Saat pria paruh baya itu berbicara, ia merobek pakaian dari tubuh bagian atasnya. Di bawahnya terdapat baju zirah bersisik hitam yang menutupi tubuhnya. Dengan raungan keras, otot-ototnya membengkak dan sisik hitam mulai menyebar ke wajahnya. Pada saat yang sama, pembuluh darah di permukaan tubuhnya mulai menonjol seperti cacing tanah, membuatnya tampak seperti binatang buas.

“Oh? Ini tubuh setengah Peri. Kau menggabungkan tubuhmu dengan garis keturunan Peri kuno?”

Ular Tua agak terkejut dengan transformasi pria paruh baya itu. Tulang dan darah Peri kuno tidak hanya digunakan untuk konsumsi atau pemurnian, tetapi juga dapat digabungkan dengan tubuh seorang prajurit, memungkinkan mereka untuk mendapatkan sebagian dari kekuatan Peri kuno.

Teknik mistik semacam itu kuno dan langka. Namun, Ular Tua tentu mengetahuinya karena ia adalah keturunan Ular Melayang.
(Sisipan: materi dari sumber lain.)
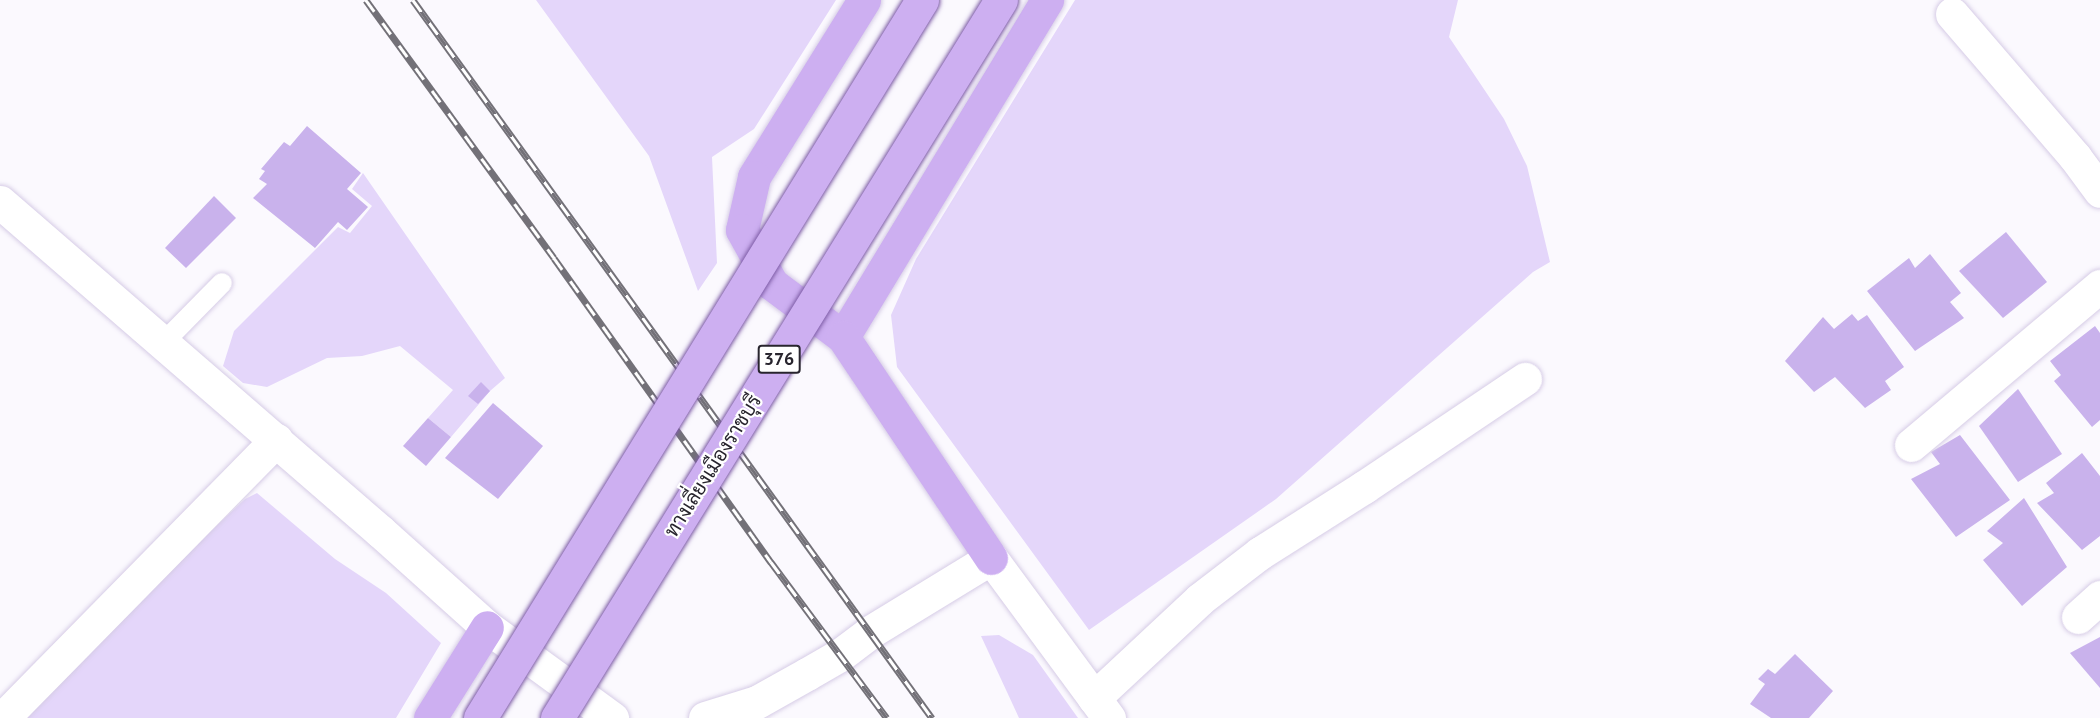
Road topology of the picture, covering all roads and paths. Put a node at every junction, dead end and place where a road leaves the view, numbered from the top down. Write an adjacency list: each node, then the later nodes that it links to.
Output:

Bersamaan dengan itu, wanita cantik dengan pola seperti hantu di wajahnya dengan cepat membuka tas compang-camping, dari mana hantu-hantu hitam terbang keluar.

Mereka tidak menyerang Ular Tua, melainkan menyerbu tubuh wanita itu dengan raungan.

“Wu Wu Wu…”

Ratapan mengerikan keluar dari tubuh wanita itu saat hantu-hantu itu perlahan menyatu dengannya. Ekspresinya yang tadinya memikat berubah pucat pasi seperti kertas lilin. Pada saat yang sama, rambutnya mulai berkibar seolah tumbuh liar seperti gulma! Kuku jarinya mulai memanjang dan suaranya menjadi serak. Dalam beberapa detik, seluruh wujudnya menjadi seperti hantu ganas.

“Raja Hantu Zaman?”

Ular Tua mengenali hantu-hantu yang terbang keluar dari tas yang rusak. Prajurit yang berkultivasi dalam Dao Hantu sangat langka di dunia persilatan. Jalan itu pasti merupakan jalan kejahatan karena kultivasinya membutuhkan penangkapan jiwa dan pemeliharaan hantu secara terus-menerus. Mereka yang dibunuh oleh kultivator seperti itu akan memiliki jiwa mereka terperangkap di dalam panji hantu, tidak akan pernah beristirahat dengan tenang.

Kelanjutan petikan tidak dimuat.